What follows is a set of records. Copy them exactly and leave out the images.

STORED DATA:
══════════

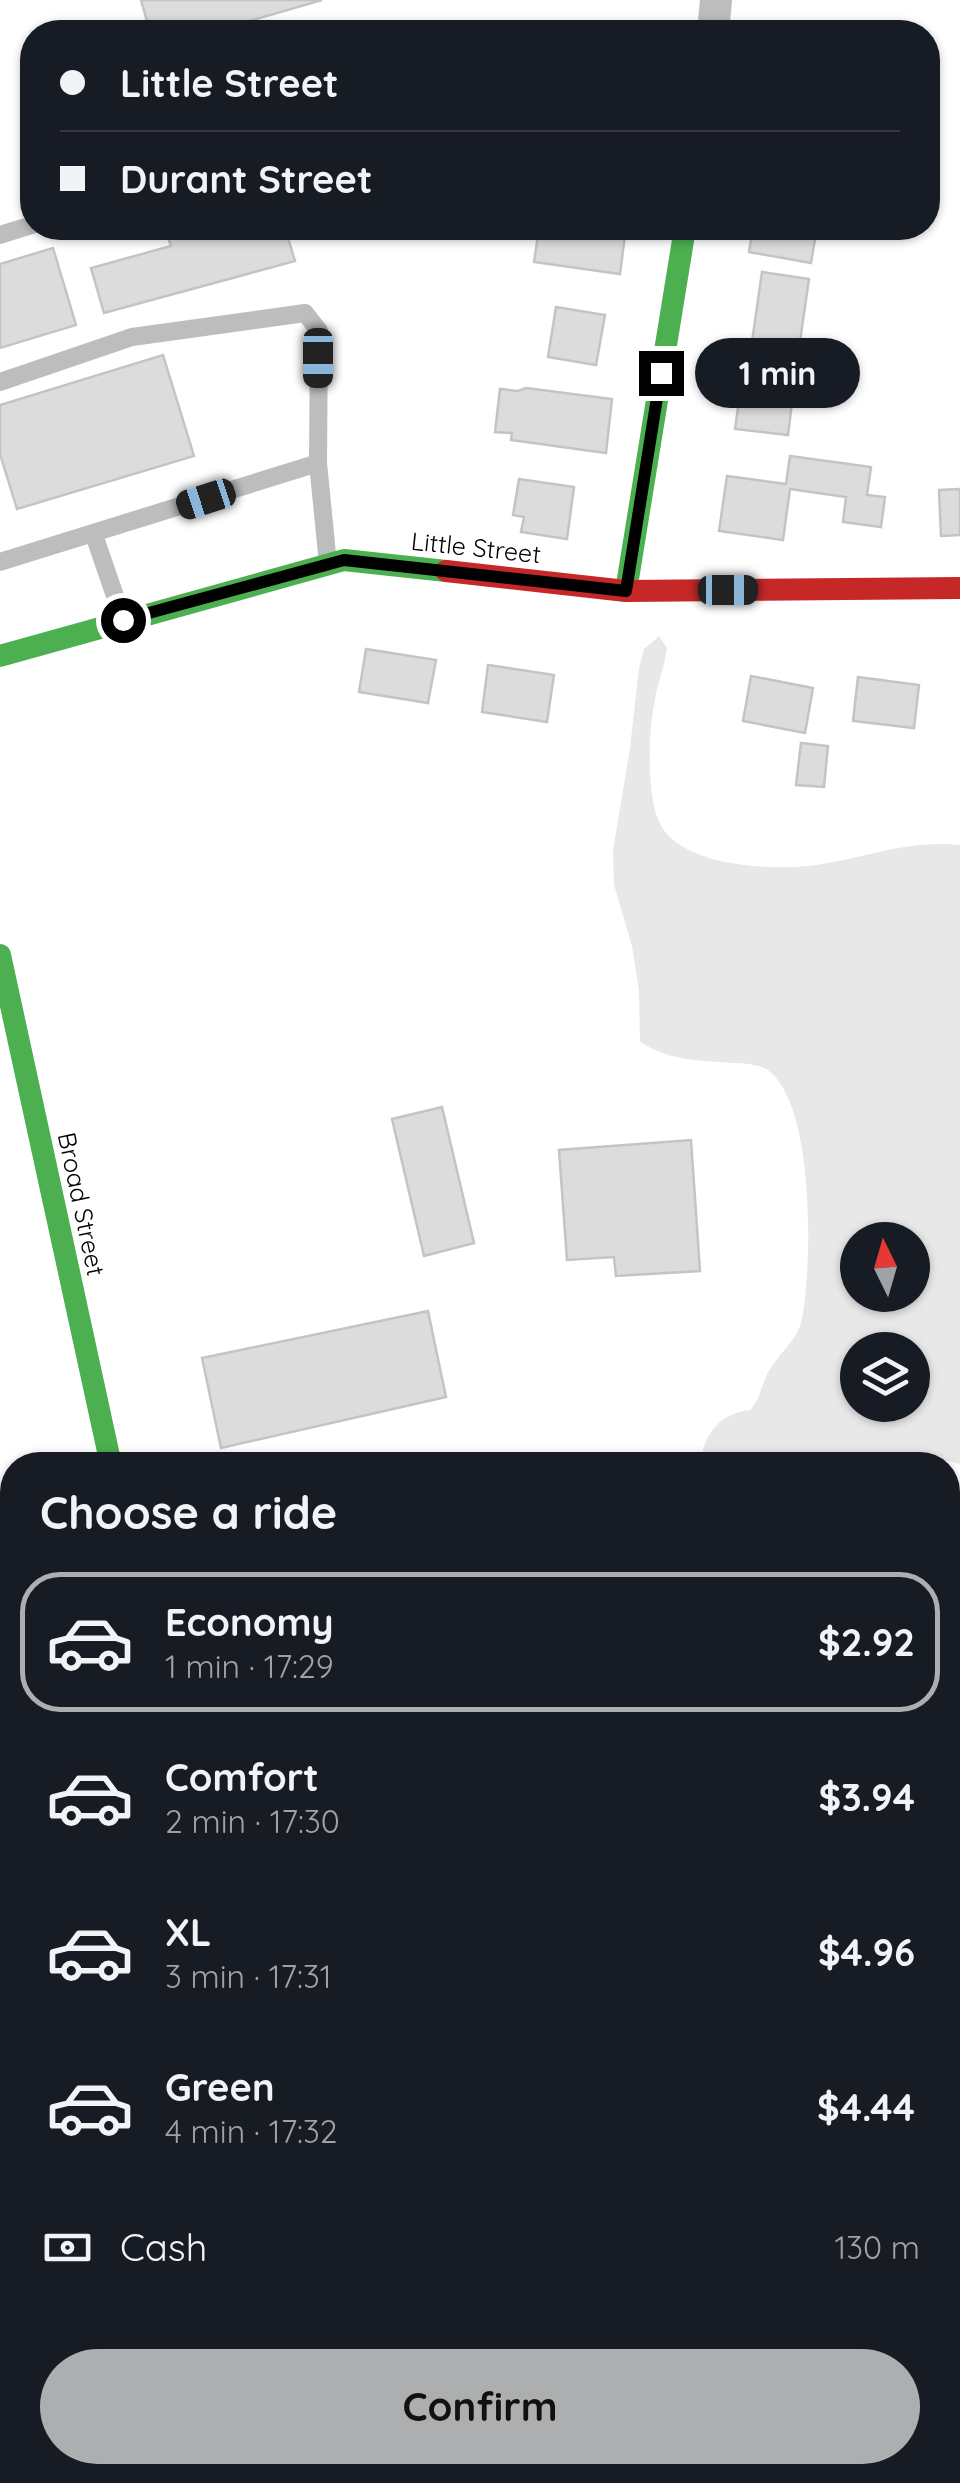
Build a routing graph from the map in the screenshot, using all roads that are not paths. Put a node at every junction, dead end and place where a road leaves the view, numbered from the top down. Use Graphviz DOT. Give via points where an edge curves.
graph roads {
  1 [pos="683,240"];
  2 [pos="0,382"];
  3 [pos="318,463"];
  4 [pos="94,535"];
  5 [pos="0,562"];
  6 [pos="328,565"];
  7 [pos="960,588"];
  8 [pos="626,591"];
  9 [pos="123,620"];
  10 [pos="0,656"];
  11 [pos="0,955"];
  12 [pos="108,1452"];
  1 -- 8 [label="street"];
  2 -- 3 [label="lane" via="132,337 306,313 318,331"];
  3 -- 4 [label="lane"];
  3 -- 6 [label="lane"];
  4 -- 5 [label="lane"];
  4 -- 9 [label="lane"];
  6 -- 8 [label="street, Little Street" via="344,560"];
  6 -- 9 [label="street, Little Street"];
  7 -- 8 [label="street, Little Street"];
  9 -- 10 [label="street, Little Street"];
  11 -- 12 [label="street, Broad Street"];
}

══════════

WRITTEN SOLUTION:
Build a routing graph from the map in the screenshot, using all roads that are not paths. Put a node at every junction, dead end and place where a road leaves the view, numbered from the top down. Use Graphviz DOT. Give via points where an edge curves.
graph roads {
  1 [pos="683,240"];
  2 [pos="0,382"];
  3 [pos="318,463"];
  4 [pos="94,535"];
  5 [pos="0,562"];
  6 [pos="328,565"];
  7 [pos="960,588"];
  8 [pos="626,591"];
  9 [pos="123,620"];
  10 [pos="0,656"];
  11 [pos="0,955"];
  12 [pos="108,1452"];
  1 -- 8 [label="street"];
  2 -- 3 [label="lane" via="132,337 306,313 318,331"];
  3 -- 4 [label="lane"];
  3 -- 6 [label="lane"];
  4 -- 5 [label="lane"];
  4 -- 9 [label="lane"];
  6 -- 8 [label="street, Little Street" via="344,560"];
  6 -- 9 [label="street, Little Street"];
  7 -- 8 [label="street, Little Street"];
  9 -- 10 [label="street, Little Street"];
  11 -- 12 [label="street, Broad Street"];
}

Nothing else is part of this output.